Intriguing analyses have connected both Trump and Brexit to growing resentment and anger due to middle class decline and economic stagnation; resentment to the kids at the front of the class who have fared fine while everyone else has stagnated or fallen backward. Joan Wilson notes the critical role of class consciousness in her excellent review. Consistently, research in the UK and U.S. is pointing to new dark forces that are linked to economic stagnation and inequality, but express themselves in a disturbing rise of authoritarianism. In the 1960s, Daniel Bell argued that the ordered versus open worldview was displacing traditional left-right tensions. That prediction may have finally come true, but with a new interdependence between these views and the left-right spectrum. This coalesces to produce a highly uncertain complex of unpredictable social and political forces.

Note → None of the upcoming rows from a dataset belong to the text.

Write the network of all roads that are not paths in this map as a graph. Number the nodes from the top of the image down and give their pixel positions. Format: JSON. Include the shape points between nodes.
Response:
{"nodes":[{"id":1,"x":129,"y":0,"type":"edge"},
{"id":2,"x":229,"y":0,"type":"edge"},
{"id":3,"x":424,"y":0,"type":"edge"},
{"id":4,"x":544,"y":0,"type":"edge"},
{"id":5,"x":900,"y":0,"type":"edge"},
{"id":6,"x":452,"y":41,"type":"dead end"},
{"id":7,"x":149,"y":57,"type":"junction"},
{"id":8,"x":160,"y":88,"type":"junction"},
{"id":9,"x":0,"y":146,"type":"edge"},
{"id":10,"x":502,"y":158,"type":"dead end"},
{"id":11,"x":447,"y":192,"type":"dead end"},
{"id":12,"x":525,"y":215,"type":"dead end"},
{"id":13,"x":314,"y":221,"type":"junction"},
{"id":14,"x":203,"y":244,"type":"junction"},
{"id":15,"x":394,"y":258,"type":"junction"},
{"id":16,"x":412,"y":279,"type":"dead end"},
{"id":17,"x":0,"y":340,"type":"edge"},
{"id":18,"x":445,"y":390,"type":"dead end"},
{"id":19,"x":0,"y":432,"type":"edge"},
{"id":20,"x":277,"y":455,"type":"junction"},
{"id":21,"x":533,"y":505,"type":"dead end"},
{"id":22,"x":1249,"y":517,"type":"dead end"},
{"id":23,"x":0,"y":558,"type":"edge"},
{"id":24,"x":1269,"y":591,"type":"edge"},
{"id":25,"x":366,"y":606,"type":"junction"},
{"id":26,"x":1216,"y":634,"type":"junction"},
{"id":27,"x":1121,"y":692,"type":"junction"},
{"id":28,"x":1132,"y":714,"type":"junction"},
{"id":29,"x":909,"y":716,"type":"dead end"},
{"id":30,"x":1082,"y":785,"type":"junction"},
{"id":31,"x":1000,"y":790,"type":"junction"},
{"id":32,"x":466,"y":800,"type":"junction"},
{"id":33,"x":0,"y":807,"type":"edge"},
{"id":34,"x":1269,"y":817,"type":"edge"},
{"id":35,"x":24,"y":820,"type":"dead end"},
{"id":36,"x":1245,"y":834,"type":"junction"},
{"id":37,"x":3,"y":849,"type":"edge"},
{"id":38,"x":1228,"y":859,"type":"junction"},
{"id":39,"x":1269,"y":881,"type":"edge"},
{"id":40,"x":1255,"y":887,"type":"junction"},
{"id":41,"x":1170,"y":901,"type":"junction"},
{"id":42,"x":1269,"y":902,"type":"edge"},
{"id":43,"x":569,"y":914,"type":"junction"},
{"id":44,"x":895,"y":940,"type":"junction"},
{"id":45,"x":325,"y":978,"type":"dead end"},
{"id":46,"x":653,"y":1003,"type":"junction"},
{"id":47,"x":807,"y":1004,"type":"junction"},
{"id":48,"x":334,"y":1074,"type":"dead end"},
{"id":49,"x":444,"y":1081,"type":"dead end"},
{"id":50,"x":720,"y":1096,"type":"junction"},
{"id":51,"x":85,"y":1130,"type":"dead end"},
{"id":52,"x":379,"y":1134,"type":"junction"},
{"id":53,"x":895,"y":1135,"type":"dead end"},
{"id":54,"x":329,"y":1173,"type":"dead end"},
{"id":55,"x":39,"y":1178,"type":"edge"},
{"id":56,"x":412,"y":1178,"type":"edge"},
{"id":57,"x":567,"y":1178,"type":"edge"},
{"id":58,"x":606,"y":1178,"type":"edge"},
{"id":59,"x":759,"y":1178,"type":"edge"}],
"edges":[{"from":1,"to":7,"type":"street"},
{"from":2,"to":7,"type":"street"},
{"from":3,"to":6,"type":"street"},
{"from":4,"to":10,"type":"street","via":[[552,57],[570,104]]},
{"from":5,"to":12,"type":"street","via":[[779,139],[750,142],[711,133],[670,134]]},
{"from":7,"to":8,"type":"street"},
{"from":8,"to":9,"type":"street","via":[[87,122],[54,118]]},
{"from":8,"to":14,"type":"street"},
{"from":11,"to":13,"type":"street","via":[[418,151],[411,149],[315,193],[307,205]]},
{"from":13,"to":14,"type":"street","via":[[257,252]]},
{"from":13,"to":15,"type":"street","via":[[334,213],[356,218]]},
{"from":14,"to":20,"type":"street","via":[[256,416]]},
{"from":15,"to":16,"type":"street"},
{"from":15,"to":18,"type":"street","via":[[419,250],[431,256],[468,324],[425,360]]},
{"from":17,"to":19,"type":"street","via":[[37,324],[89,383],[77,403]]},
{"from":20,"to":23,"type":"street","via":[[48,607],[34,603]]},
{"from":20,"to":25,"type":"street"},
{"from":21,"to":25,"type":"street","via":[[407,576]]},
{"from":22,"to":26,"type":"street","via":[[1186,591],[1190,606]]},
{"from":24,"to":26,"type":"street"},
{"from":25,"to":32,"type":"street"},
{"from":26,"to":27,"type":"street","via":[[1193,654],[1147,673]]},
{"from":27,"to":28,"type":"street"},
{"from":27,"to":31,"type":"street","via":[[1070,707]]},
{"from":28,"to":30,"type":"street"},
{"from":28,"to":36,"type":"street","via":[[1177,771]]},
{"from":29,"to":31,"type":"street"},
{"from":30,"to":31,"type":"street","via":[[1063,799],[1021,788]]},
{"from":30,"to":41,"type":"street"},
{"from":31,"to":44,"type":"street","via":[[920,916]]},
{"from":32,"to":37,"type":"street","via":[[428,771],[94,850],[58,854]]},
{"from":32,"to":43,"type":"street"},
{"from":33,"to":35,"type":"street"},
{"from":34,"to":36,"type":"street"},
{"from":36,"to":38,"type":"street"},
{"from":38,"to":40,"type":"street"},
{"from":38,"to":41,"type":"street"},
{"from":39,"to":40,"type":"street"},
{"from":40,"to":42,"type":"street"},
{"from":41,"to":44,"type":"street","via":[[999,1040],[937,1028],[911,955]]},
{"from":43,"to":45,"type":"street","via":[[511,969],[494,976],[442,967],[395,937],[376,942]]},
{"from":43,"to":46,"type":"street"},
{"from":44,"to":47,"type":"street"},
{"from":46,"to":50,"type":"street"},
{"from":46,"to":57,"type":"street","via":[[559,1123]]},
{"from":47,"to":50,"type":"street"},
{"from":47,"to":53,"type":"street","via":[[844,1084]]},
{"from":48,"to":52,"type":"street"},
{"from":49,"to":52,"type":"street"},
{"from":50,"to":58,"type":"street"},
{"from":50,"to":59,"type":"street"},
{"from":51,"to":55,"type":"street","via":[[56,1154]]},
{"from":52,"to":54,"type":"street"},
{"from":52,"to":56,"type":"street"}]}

Polling may not help us predict the future but it sure is helpful in understanding what is going on and how we got here.
There are four key conclusions to be drawn from this analysis:
- Polling can still accurately model populations (although there are new challenges and probably more sketchy polling today than in the past).
- The last election polling in the United States wasn’t great but it wasn’t terrible. Polls don’t measure electoral colleges they measure voters so perhaps that is one of the problems. The polling was closer than 2012 and overall within the margin of error.
- The real problem was one of prediction. Some pollsters made bad predictions but the truly terrible errors came from the aggregators, not the pollsters.
- Finally we should reduce our fixation on predicting the result (which everyone will know the day of) and try and understand what is going on with citizens. What were the rhythms and forces which drove the voters (and non-voters) and what do they tell us about how society and politics are evolving?